Cour administrative d'appel de Versailles — Décision N° CAA78-22VE01631

jeudi 5 octobre 2023

JuridictionCour administrative d'appel de Versailles
SectionCour administrative d'appel de Versailles
N° DossierCAA78-22VE01631
TypeDécision
Recoursexcès de pouvoir
PublicationD
Formation3ème Chambre
Avocat requérantLEGRAND CASTELLON

Texte intégral

Vu la procédure suivante :

Procédure contentieuse antérieure :

M. A B a demandé au tribunal administratif d'Orléans d'annuler l'arrêté du 19 octobre 2021 par lequel le préfet du Cher lui a fait obligation de quitter le territoire français sans délai, a fixé le pays de renvoi et l'a informé de ce qu'il faisait l'objet d'un signalement aux fins de non-admission dans le système d'information Schengen.

Par un jugement n° 2103767 du 9 juin 2022, le tribunal administratif d'Orléans a annulé l'arrêté du 19 octobre 2021 du préfet du Cher et lui a enjoint de réexaminer la situation de M. B dans le délai d'un mois à compter de la notification du jugement, en le munissant d'une autorisation provisoire de séjour dans l'attente.

Procédure devant la cour :

Par une requête enregistrée le 8 juillet 2022, le préfet du Cher demande à la cour d'annuler ce jugement du 9 juin 2022.

Il soutient que les premiers juges ont mal apprécié les éléments de la vie de M. B. En effet, celui-ci travaille en situation irrégulière et ne peut donc se prévaloir de cette expérience professionnelle.
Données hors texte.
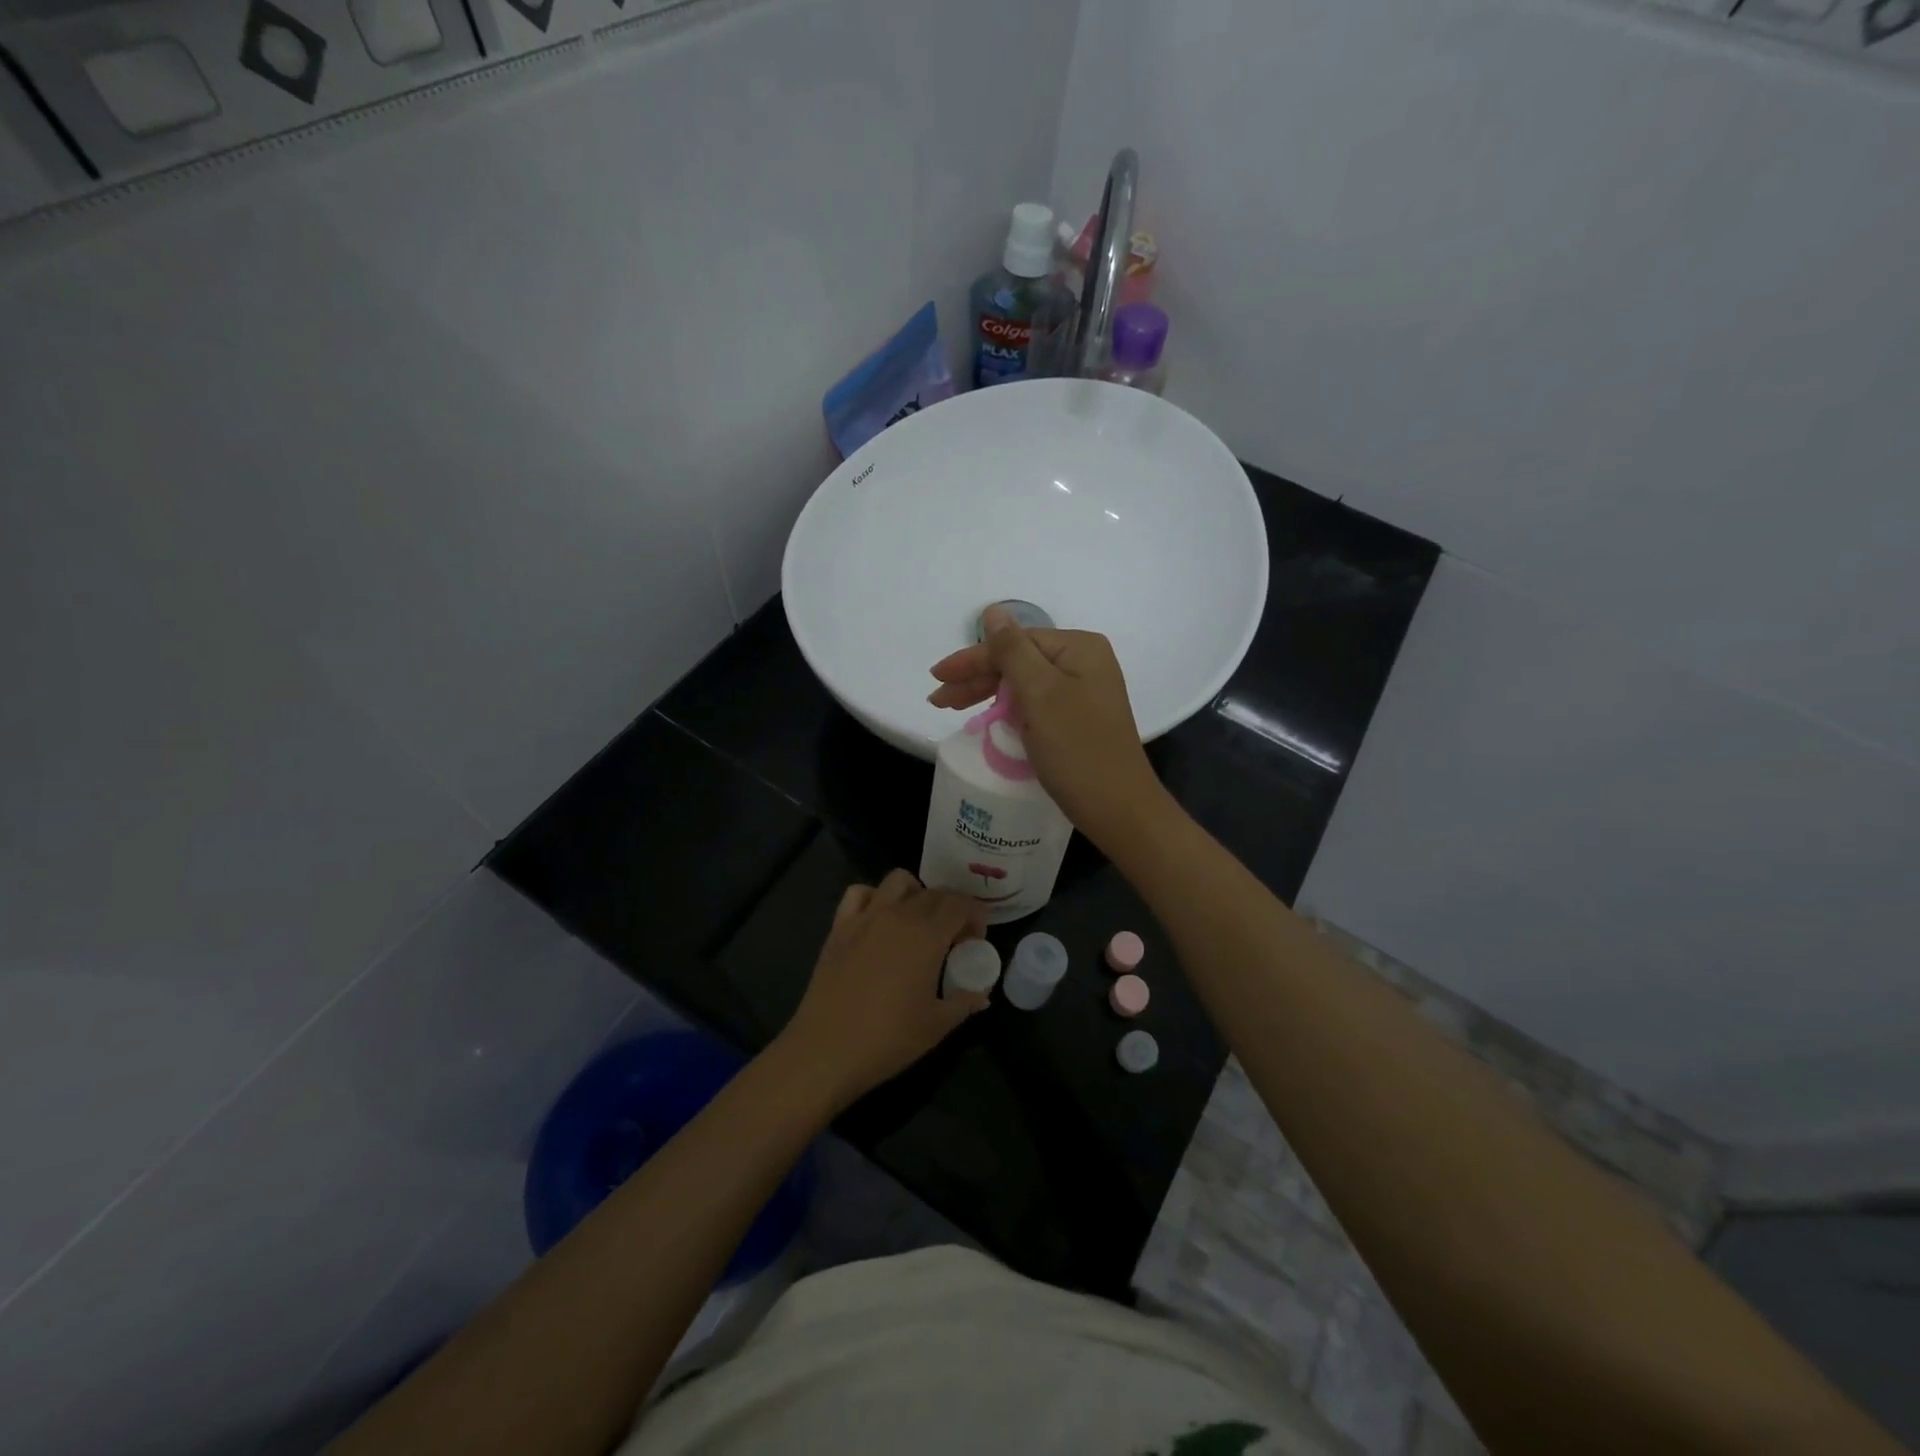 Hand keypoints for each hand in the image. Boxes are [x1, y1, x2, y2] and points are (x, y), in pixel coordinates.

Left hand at [777, 870, 987, 1109]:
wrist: (826, 1050)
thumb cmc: (889, 1038)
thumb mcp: (937, 1025)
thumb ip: (965, 1002)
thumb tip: (982, 993)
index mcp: (927, 935)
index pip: (960, 905)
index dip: (975, 915)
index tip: (976, 938)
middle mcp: (898, 915)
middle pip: (933, 893)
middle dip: (951, 908)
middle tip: (954, 938)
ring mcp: (865, 917)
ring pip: (898, 881)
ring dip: (916, 893)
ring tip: (918, 922)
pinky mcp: (839, 927)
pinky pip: (859, 893)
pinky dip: (874, 897)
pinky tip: (878, 921)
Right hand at [928, 608, 1166, 849]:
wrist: (1118, 809)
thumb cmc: (1077, 748)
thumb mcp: (1040, 695)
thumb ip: (1012, 651)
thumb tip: (992, 610)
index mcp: (1079, 648)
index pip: (1014, 642)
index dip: (973, 659)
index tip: (937, 677)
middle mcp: (1084, 663)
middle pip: (1019, 660)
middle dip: (977, 677)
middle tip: (939, 699)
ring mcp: (1084, 692)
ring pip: (1024, 683)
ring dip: (988, 693)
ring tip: (952, 707)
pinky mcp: (1079, 718)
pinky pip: (1036, 703)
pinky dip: (1009, 709)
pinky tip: (988, 717)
Par ailleurs, il n'a jamais déposé de demande de titre de séjour. S'agissant de sa vie personnelle, le pacte civil de solidarité qu'il a conclu ne peut avoir eu lieu en 2011, quand il était encore mineur, et ne l'a été que postérieurement à son interpellation par les services de police, rien ne permet d'attester d'une relation amoureuse sérieuse et d'une vie commune antérieure conséquente et aucune pièce n'atteste de la réalité de son mariage postérieurement à l'arrêté du 19 octobre 2021. En l'obligeant à quitter le territoire français, il n'a donc commis aucune erreur manifeste d'appréciation.

Par un mémoire en défense, enregistré le 14 octobre 2022, M. A B, représenté par Me Legrand-Castellon, avocat, conclut au rejet de la requête et à la mise à la charge de l'État de la somme de 1 500 euros au titre de l'article L. 761-1 du code de justice administrative.

Il fait valoir que :

- les moyens soulevés par le préfet du Cher ne sont pas fondés ;

- l'arrêté du 19 octobre 2021 porte atteinte à son droit fondamental de se marier à valeur constitutionnelle protégé en application des articles 2 et 4 de la déclaration des droits de l'homme et du citoyen de 1789 et à son droit à mener une vie privée et familiale normale au sens des articles 8 et 12 de la convention européenne de sauvegarde des droits de l'homme et des libertés fondamentales ; il est entaché d'une erreur manifeste d'appréciation et porte une atteinte disproportionnée au respect de sa vie privée et familiale ;

- le refus de délai de départ volontaire était injustifié dès lors qu'il n'y avait aucun risque qu'il se soustraie à l'exécution de l'arrêté, puisqu'il vit en concubinage dans un logement à son nom, qu'il est entré en France régulièrement et a entamé des démarches pour un titre de séjour ; ce refus de délai le prive de la possibilité de pouvoir se marier, portant atteinte à sa vie privée et familiale de façon disproportionnée.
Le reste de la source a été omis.